[Given records Boundary: Start]
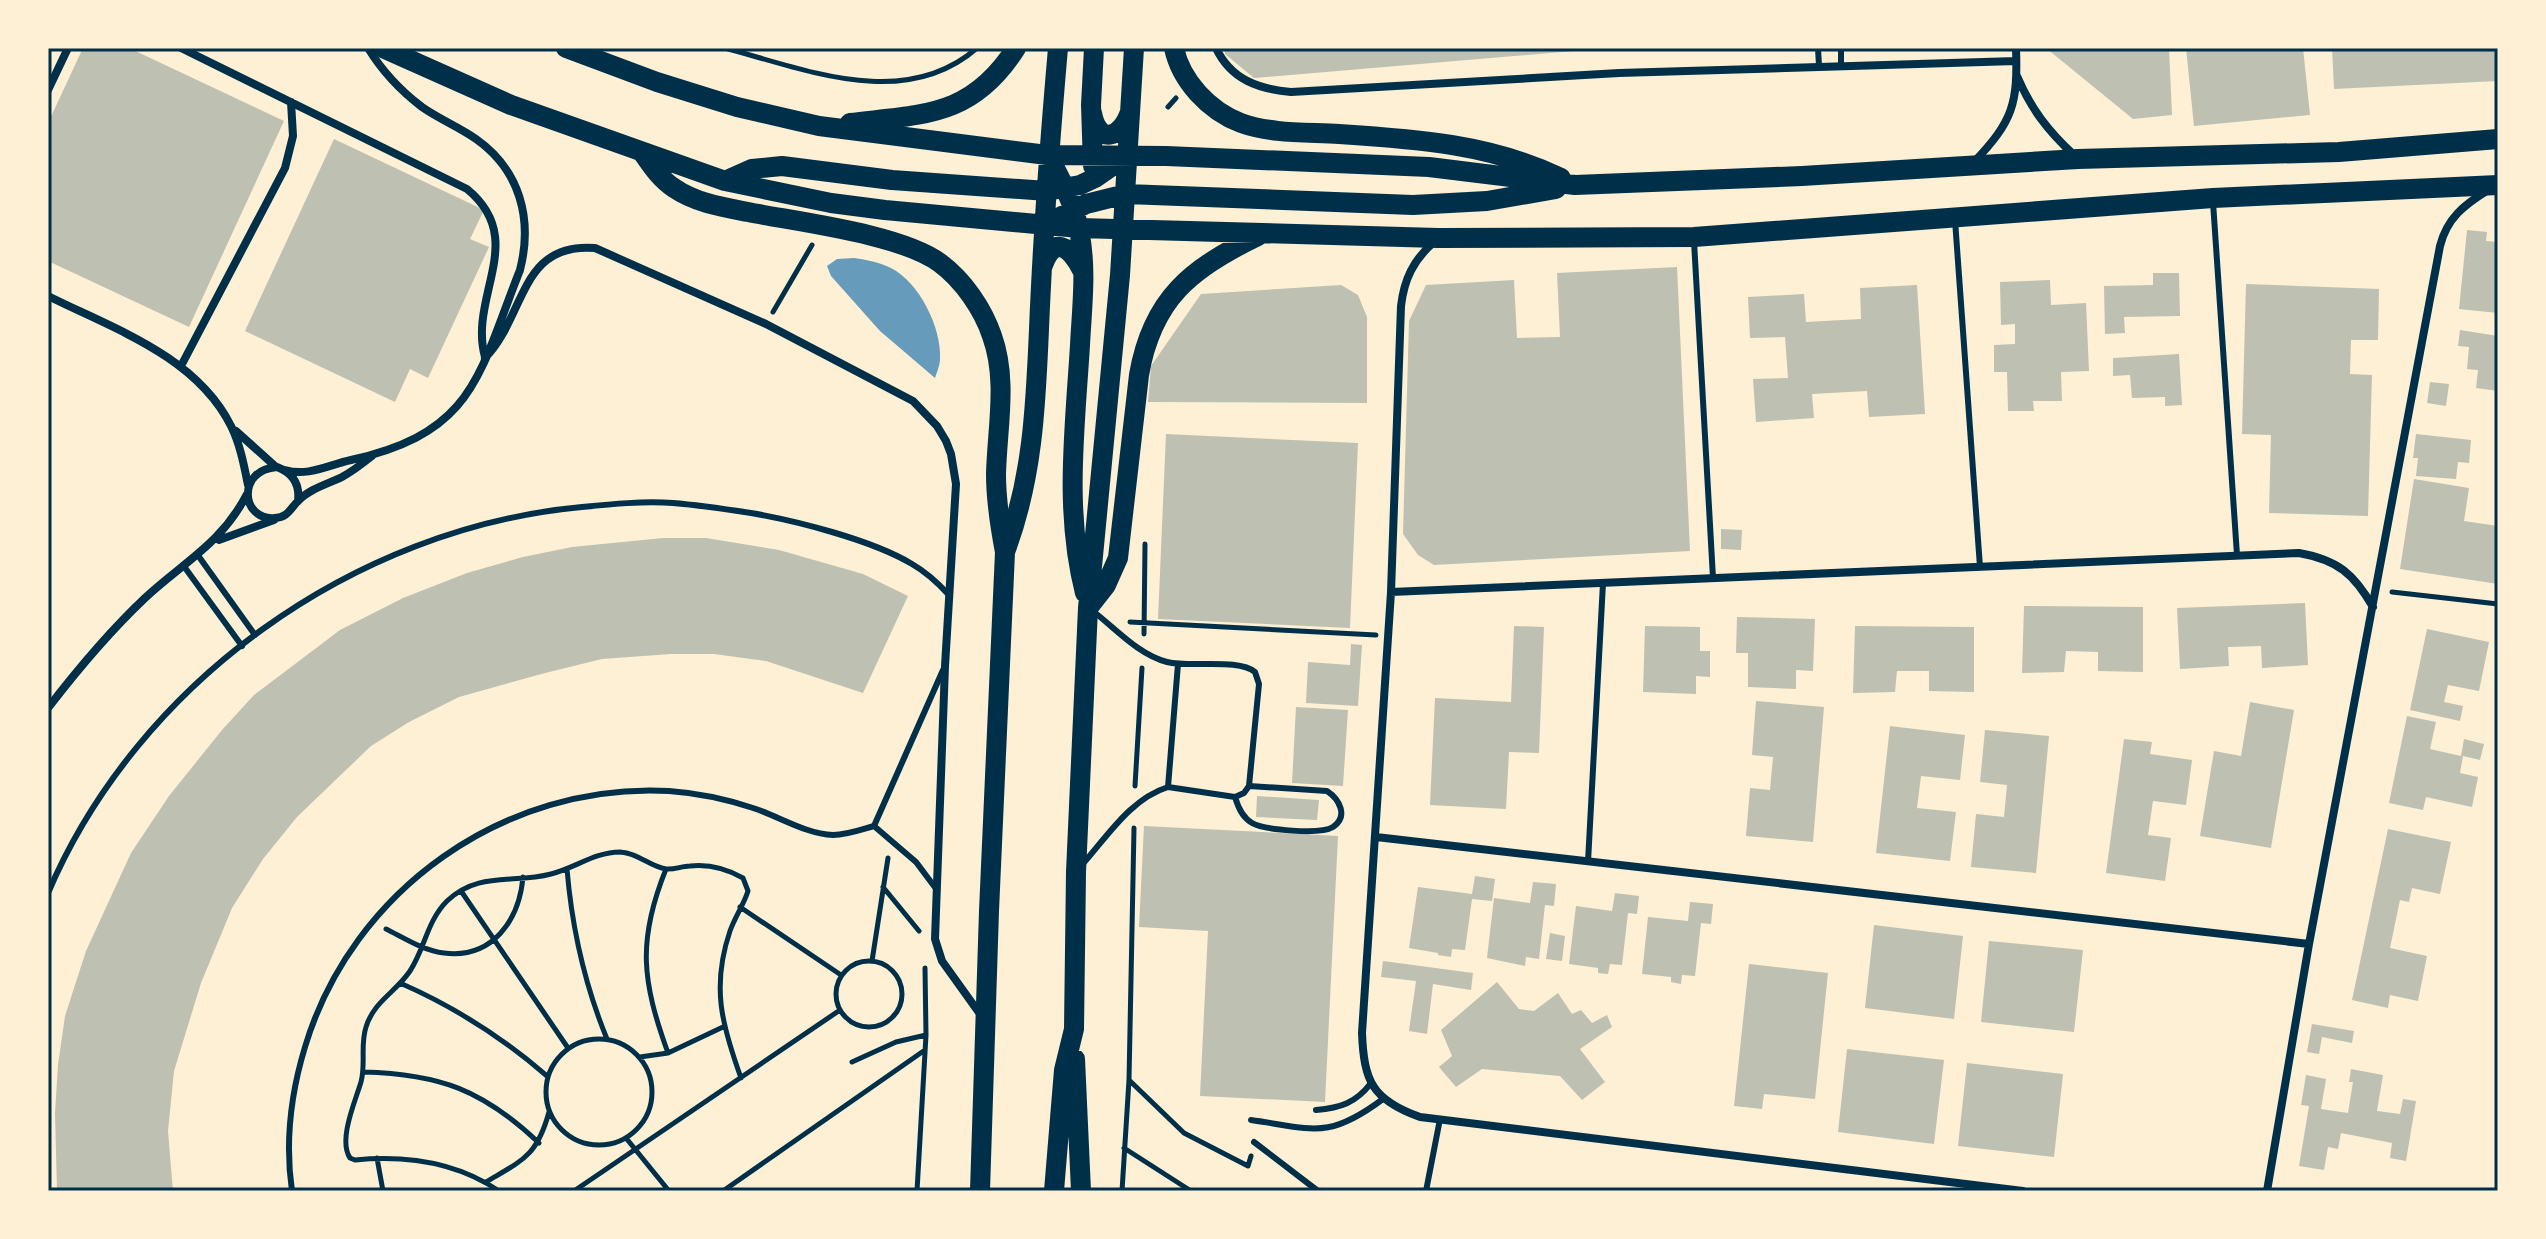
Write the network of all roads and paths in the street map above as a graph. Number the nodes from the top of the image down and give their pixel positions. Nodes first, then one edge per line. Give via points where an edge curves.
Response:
1 (68, 48) edge
2 (181, 48) edge
3 (368, 48) edge
4 (383, 48) edge
5 (566, 48) edge
6 (725, 48) edge
7 (977, 48) edge
8 (1016, 48) edge
9 (1058, 48) edge
10 (1094, 48) edge
11 (1134, 48) edge
12 (1174, 48) edge
13 (1216, 48) edge
14 (1818, 48) edge
15 (1841, 48) edge
16 (2016, 48) edge
17 (2016, 61) junction
18 (1841, 65) junction
19 (1819, 66) junction
20 (2017, 75) junction
21 (48, 90) edge
22 (291, 102) junction
23 (1091, 105) junction
24 (1132, 107) junction
25 (819, 126) junction
26 (2498, 139) edge
27 (998, 150) junction
28 (642, 152) junction
29 (1090, 154) junction
30 (1047, 155) junction
31 (1128, 155) junction
32 (2078, 159) junction
33 (1971, 165) junction
34 (1095, 178) junction
35 (725, 181) junction
36 (1575, 185) junction
37 (2497, 185) edge
38 (997, 188) junction
39 (1057, 190) junction
40 (1126, 194) junction
41 (1164, 195) junction
42 (1102, 198) junction
43 (2213, 198) junction
44 (1955, 216) junction
45 (1076, 218) junction
46 (1044, 225) junction
47 (822, 227) junction
48 (1123, 230) junction
49 (1162, 231) junction
50 (1264, 233) junction
51 (1694, 237) junction
52 (1438, 238) junction
53 (1041, 272) junction
54 (1084, 274) junction
55 (48, 296) edge
56 (766, 324) junction
57 (485, 358) junction
58 (181, 366) junction
59 (232, 428) junction
60 (373, 456) junction
61 (281, 469) junction
62 (248, 489) junction
63 (298, 501) junction
64 (279, 518) junction
65 (1145, 532) dead end
66 (212, 543) junction
67 (1005, 552) junction
68 (197, 554) junction
69 (2237, 555) junction
70 (183, 565) junction
71 (1980, 567) junction
72 (1713, 578) junction
73 (1603, 583) junction
74 (2376, 590) junction
75 (1391, 592) junction
76 (949, 595) junction
77 (2498, 604) edge
78 (2373, 607) junction
79 (1096, 614) junction
80 (1145, 623) junction
81 (255, 635) junction
82 (1389, 636) junction
83 (242, 646) junction
84 (1143, 651) junction
85 (1178, 664) junction
86 (945, 666) junction
87 (48, 708) edge
88 (1249, 786) junction
89 (1168, 787) junction
90 (1235, 797) junction
91 (1134, 805) junction
92 (874, 826) junction
93 (1376, 837) junction
94 (891, 838) junction
95 (1588, 862) junction
96 (567, 869) junction
97 (666, 869) junction
98 (1076, 872) junction
99 (523, 877) junction
100 (883, 887) junction
101 (937, 890) junction
102 (461, 891) junction
103 (48, 893) edge
104 (740, 907) junction
105 (371, 922) junction
106 (495, 939) junction
107 (923, 940) dead end
108 (2309, 944) junction
109 (423, 947) junction
110 (925, 954) dead end
111 (872, 961) junction
112 (841, 975) junction
113 (400, 983) junction
114 (840, 1010) junction
115 (985, 1021) junction
116 (723, 1027) junction
117 (1074, 1029) junction
118 (926, 1035) junction
119 (607, 1039) junction
120 (568, 1048) junction
121 (925, 1050) junction
122 (668, 1053) junction
123 (639, 1057) junction
124 (852, 1062) dead end
125 (363, 1072) junction
126 (547, 1076) junction
127 (741, 1078) junction
128 (1129, 1080) junction
129 (1371, 1083) junction
130 (1383, 1099) junction
131 (1316, 1110) dead end
132 (549, 1111) junction
133 (1440, 1119) junction
134 (1251, 1120) dead end
135 (626, 1138) junction
136 (1254, 1142) joint
137 (539, 1143) junction
138 (1124, 1148) junction
139 (636, 1149) junction
140 (377, 1158) junction
141 (486, 1182) junction
142 (292, 1191) edge
143 (383, 1191) edge
144 (499, 1191) edge
145 (574, 1191) edge
146 (669, 1191) edge
147 (723, 1191) edge
148 (917, 1191) edge
149 (980, 1191) edge
150 (1054, 1191) edge
151 (1081, 1191) edge
152 (1122, 1191) edge
153 (1191, 1191) edge
154 (1318, 1191) edge
155 (1426, 1191) edge
156 (2023, 1191) edge
157 (2267, 1191) edge

1 - 21 street
2 - 22 street
3 - 57 street via 405,93 490,150 505,165 520,197 524,252
4 - 28 main road via 511,105
5 - 25 main road via 737,107
6 - 7 path via 825,74 895,83 941,72
8 - 25 main road via 1003,69 963,102 913,116
9 - 30 main road
10 - 23 main road
11 - 24 main road
12 - 36 main road via 1190,84 1213,107 1241,123 1443,142 1520,161
13 - 19 street via 1239,77 1264,89 1291,92
14 - 19 lane
15 - 18 lane
16 - 17 street
17 - 18 street
17 - 20 street
18 - 19 street
20 - 32 street via 2040,121
20 - 33 street via 2006,123
22 - 57 street via 467,189 486,209 497,248 482,323
22 - 58 street via 293,136 285,168
23 - 24 main road via 1094,123 1108,135 1124,128
23 - 29 main road
24 - 31 main road
25 - 27 main road
26 - 32 main road via 2339,152
27 - 30 main road
27 - 38 main road via 1020,160 1025,172 1018,184
28 - 35 main road
28 - 47 main road via 670,186 699,201
29 - 30 main road
29 - 31 main road
29 - 34 main road
30 - 39 main road
31 - 34 main road
31 - 36 main road via 1429,167
31 - 40 main road
32 - 33 main road
33 - 36 main road
34 - 39 main road
34 - 42 main road
35 - 38 main road via 752,169 782,166
35 - 46 main road via 831,203
36 - 41 main road via 1487,201 1413,205
37 - 43 main road
37 - 74 street via 2457,212 2443,234
38 - 39 main road
39 - 45 main road
39 - 46 main road
40 - 41 main road
40 - 42 main road
40 - 48 main road
41 - 49 main road via 1142,209 1147,224
42 - 45 main road
42 - 48 main road
43 - 44 main road
43 - 69 lane
44 - 51 main road
44 - 71 lane
45 - 46 main road
45 - 48 main road
45 - 54 main road
46 - 53 main road
47 - 56 path
47 - 67 main road via 912,247 940,262 977,306 1000,366 996,473
48 - 49 main road
48 - 79 main road
49 - 50 main road
50 - 52 main road
50 - 79 main road via 1195,272 1164,305 1152,327 1139,375 1118,558
51 - 52 main road
51 - 72 lane
52 - 75 street via 1411,268 1401,306
53 - 54 main road via 1049,252 1065,247
53 - 67 main road via 1032,444 1018,518
54 - 79 main road via 1071,488 1075,544
55 - 58 street
56 - 57 street via 609,253 579,247 538,266 504,334
56 - 76 street via 900,393 937,426 951,454 956,484
57 - 60 street via 452,414 429,432
58 - 59 street via 210,394
59 - 61 street
59 - 62 street
60 - 61 street via 309,472
60 - 63 street
61 - 62 street via 259,471
61 - 63 street via 297,483
62 - 64 street via 254,510
62 - 66 street via 233,520
63 - 64 street
64 - 66 street
65 - 80 path
66 - 68 street
67 - 115 main road
68 - 70 street
68 - 81 lane
69 - 71 street
69 - 78 street via 2316,556 2347,571
70 - 83 lane
70 - 87 street via 111,633
71 - 72 street
72 - 73 street
73 - 75 street
73 - 95 lane
74 - 77 path
74 - 78 street
75 - 82 street
76 - 81 lane via 901,558 811,527 671,503 616,504 505,518 451,533 399,552 313,596
76 - 86 street
78 - 108 street
79 - 80 path
79 - 84 lane
79 - 98 main road
80 - 82 path
80 - 84 path
81 - 83 lane
82 - 93 street
83 - 103 lane via 197,682 120,767 87,815
84 - 85 lane
84 - 91 path
85 - 88 lane via 1251,668 1258,678
85 - 89 lane
86 - 92 lane
86 - 101 street
88 - 90 lane
88 - 90 lane via 1327,791 1341,807 1340,818 1323,830 1265,828 1245,818
89 - 90 lane
89 - 91 lane
91 - 98 lane
91 - 128 path
92 - 94 lane
92 - 105 lane via 829,835 753,808 670,791 585,797 467,840 410,881
93 - 95 street
93 - 129 street via 1362,1033 1363,1064
94 - 100 path
94 - 101 lane
95 - 108 street
96 - 97 path via 595,856 623,852
96 - 99 path
96 - 119 path via 575,938
97 - 104 path via 706,866 739,876 748,891
97 - 122 path via 652,904 646,942 654,1015
98 - 117 main road
99 - 102 path via 484,880
99 - 106 path via 516,913
100 - 107 path
100 - 111 path
101 - 115 street via 938,951
102 - 106 path
102 - 109 path via 439,910
104 - 112 path
104 - 116 path via 724,954
105 - 109 path
105 - 142 lane via 327,990 299,1065 289,1144
106 - 109 path via 461,953
106 - 120 path
108 - 157 street
109 - 113 path
110 - 118 path
111 - 112 path via 860,961
111 - 114 path via 884,964 900,983 902,995 893,1017 871,1027 848,1019
112 - 114 path via 836,999
113 - 125 path via 369,1017
113 - 126 path via 478,1022
114 - 127 path
115 - 149 main road
116 - 122 path
116 - 127 path
117 - 150 main road via 1064,1070
117 - 151 main road
118 - 121 path
118 - 124 path
119 - 120 path
119 - 123 path
120 - 126 path
121 - 147 path
121 - 148 path
122 - 123 path
123 - 135 path via 652,1091 645,1117
125 - 137 path via 402,1073 463,1090 509,1115
125 - 140 path via 350,1112 347,1154 355,1160
126 - 132 path
127 - 139 path
128 - 136 path via 1184,1133 1248,1166
128 - 138 path
129 - 130 street
129 - 131 lane via 1350,1103
130 - 133 street via 1397,1109
130 - 134 lane via 1348,1123 1322,1130
132 - 135 path via 573,1138 591,1144
132 - 137 path
133 - 155 lane
133 - 156 street
135 - 139 path
136 - 154 lane
137 - 141 path
138 - 152 path
138 - 153 path
139 - 145 path
139 - 146 path
140 - 141 path via 434,1162
140 - 143 path
141 - 144 path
[Given records Boundary: End]
# What is needed:
Each line above that has "dead" adds one to the count; say the final count with no other text.

# Written answer:
6